The battery type recommended for use in solar systems is the deep cycle battery. Deep cycle batteries are specifically designed to be discharged to low energy levels and rapidly recharged or cycle charged and discharged day after day for years. The battery should be large enough to store sufficient energy to operate the appliances at night and cloudy days. To figure out the size of your battery, I could throw a bunch of maths at you: Battery Capacity (Ah) = (Total Watt hours per day x Days of autonomy) Divided by (0.85 x 0.6 x nominal battery voltage), 0.85 for battery loss, 0.6 for depth of discharge. These numbers vary depending on your battery type, temperature, etc. In reality every location is different, and power usage can fluctuate according to the users habits, most of that math gives just a basic impression.
Batteries have different Rating for amper-hours: c5, c12, c50, and c100. This identifies the amount of time in hours over which that amount of amper-hours can be drawn.
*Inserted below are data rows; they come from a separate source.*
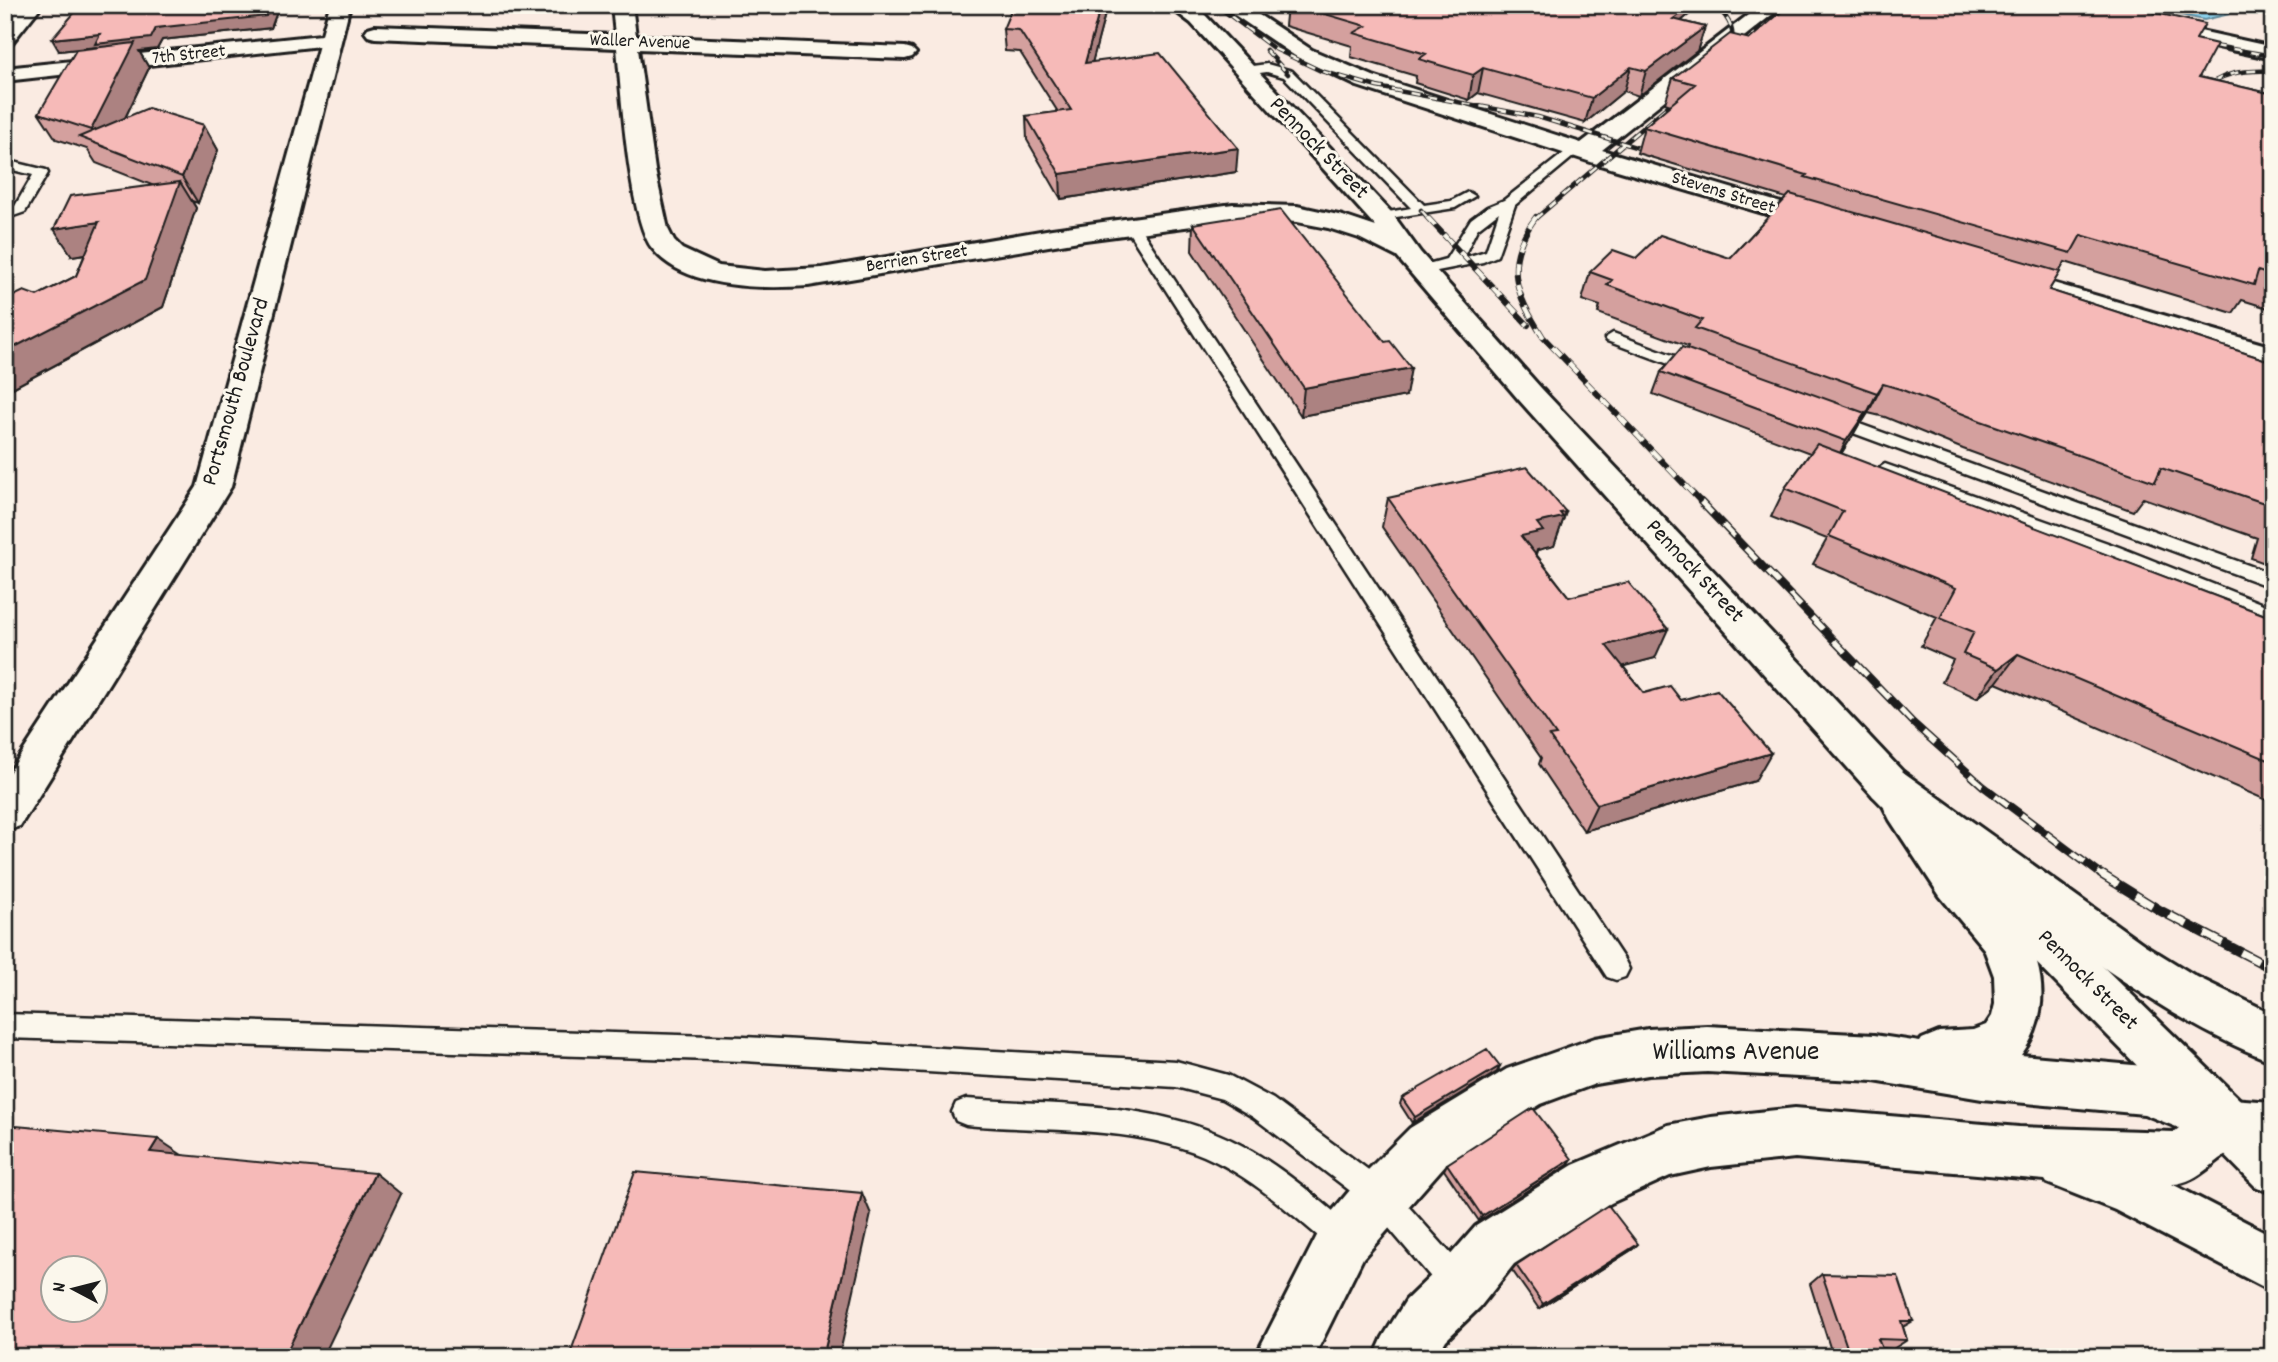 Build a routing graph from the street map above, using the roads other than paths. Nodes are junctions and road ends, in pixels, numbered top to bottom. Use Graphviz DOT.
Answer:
graph roads {
  1 [pos="32,5"];
  2 [pos="340,5"];
  3 [pos="622,5"];
  4 [pos="1177,5"];
  5 [pos="1230,5"];
  6 [pos="1774,5"];
  7 [pos="2053,5"];
  8 [pos="374,32"];
  9 [pos="5,39"];
  10 [pos="331,40"];
  11 [pos="628,42"];
  12 [pos="905,53"];
  13 [pos="2273,53"];
  14 [pos="1245,71"];
  15 [pos="5,75"];
  16 [pos="1580,150"];
  17 [pos="5,164"];
  18 [pos="1468,196"];
  19 [pos="1509,203"];
  20 [pos="1726,209"];
  21 [pos="1421,210"];
  22 [pos="5,215"];
  23 [pos="1382,217"];
  24 [pos="1131,225"];
  25 [pos="1426,264"];
  26 [pos="1613,338"];
  27 [pos="2273,356"];
  28 [pos="2273,375"];
  29 [pos="1716,376"];
  30 [pos="1820,414"];
  31 [pos="1885,470"];
  32 [pos="2273,581"];
  33 [pos="2273,616"];
  34 [pos="1888,784"];
  35 [pos="5,814"];
  36 [pos="1616,969"];
  37 [pos="5,1026"];
  38 [pos="2273,1039"];
  39 [pos="1874,1058"];
  40 [pos="966,1112"];
  41 [pos="2252,1125"];
  42 [pos="2019,1153"];
  43 [pos="2273,1168"];
  44 [pos="1380,1196"];
  45 [pos="1343,1240"];
  46 [pos="2273,1265"];
  47 [pos="1460,1287"];
  48 [pos="1284,1357"];
  49 [pos="1403,1357"];
  1 -- 9 [label="street"];
  2 -- 10 [label="street, Portsmouth Boulevard"];
  3 -- 11 [label="street, Berrien Street"];
  4 -- 14 [label="street, Pennock Street"];
  5 -- 16 [label="street, Stevens Street"];
  6 -- 16 [label="street"];
  7 -- 13 [label="street"];
  8 -- 11 [label="street, Waller Avenue"];
  10 -- 15 [label="street, 7th Street"];
  10 -- 35 [label="street, Portsmouth Boulevard"];
  11 -- 12 [label="street, Waller Avenue"];
  11 -- 24 [label="street, Berrien Street"];
  14 -- 21 [label="lane"];
  14 -- 23 [label="street, Pennock Street"];
  16 -- 19 [label="lane"];
  16 -- 20 [label="street, Stevens Street"];
  17 -- 22 [label="lane"];
  18 -- 21 [label="lane"];
  19 -- 25 [label="lane"];
  19 -- 25 [label="lane"];
  21 -- 23 [label="lane"];
  23 -- 25 [label="street, Pennock Street"];
  24 -- 25 [label="street, Berrien Street"];
  24 -- 36 [label="lane"];
  25 -- 34 [label="street, Pennock Street"];
  26 -- 29 [label="lane"];
  27 -- 28 [label="street"];
  30 -- 32 [label="lane"];
  31 -- 33 [label="lane"];
  34 -- 38 [label="street"];
  34 -- 39 [label="street"];
  34 -- 41 [label="street, Pennock Street"];
  37 -- 44 [label="lane"];
  39 -- 41 [label="street, Williams Avenue"];
  39 -- 44 [label="street, Williams Avenue"];
  40 -- 45 [label="lane"];
  41 -- 42 [label="street"];
  41 -- 43 [label="street, Pennock Street"];
  42 -- 46 [label="street"];
  42 -- 47 [label="street"];
  44 -- 45 [label="street, Williams Avenue"];
  44 -- 47 [label="lane"];
  45 -- 48 [label="street, Williams Avenue"];
  47 -- 49 [label="street"];
}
The higher the number the less power you can drain “on the short”. Ex. “UNE 320 Ah c50” battery will most likely only have 220 Ah available for c5. Sneaky advertisers love to give higher C ratings in their advertised numbers to inflate the battery size. You should always look for c5 or c12 ratings.
Which system voltage to use?
Usually devices are available for 12Volt, 24Volt or 48Volt.
A lot of devices can be multi voltage, for charge controllers it is common that they can run 12v and 24v. Changing system voltage later on might be tricky as it involves changing a majority of parts and a recalculation of cable diameters.
If you’re planing only a small system 12Volt means you can work with just one battery. You will find a large selection of devices that will work on 12v as it is the standard provided by cars and caravans.
Downside is you need to make the cables very thick if you plan to connect a bigger inverter or a lot of solar panels.
Standard used in trucks. Still offers a reasonable selection of available devices for direct connection. You will need to have at least 2x12V batteries the same size connected for smaller setups, or a proper deep cycle battery for larger setups. The required cable diameter is already less then half compared to 12V. Still if you have a solar panel block with 1400Watts with a 50 meter connection line you looking at 16mm² diameter cables.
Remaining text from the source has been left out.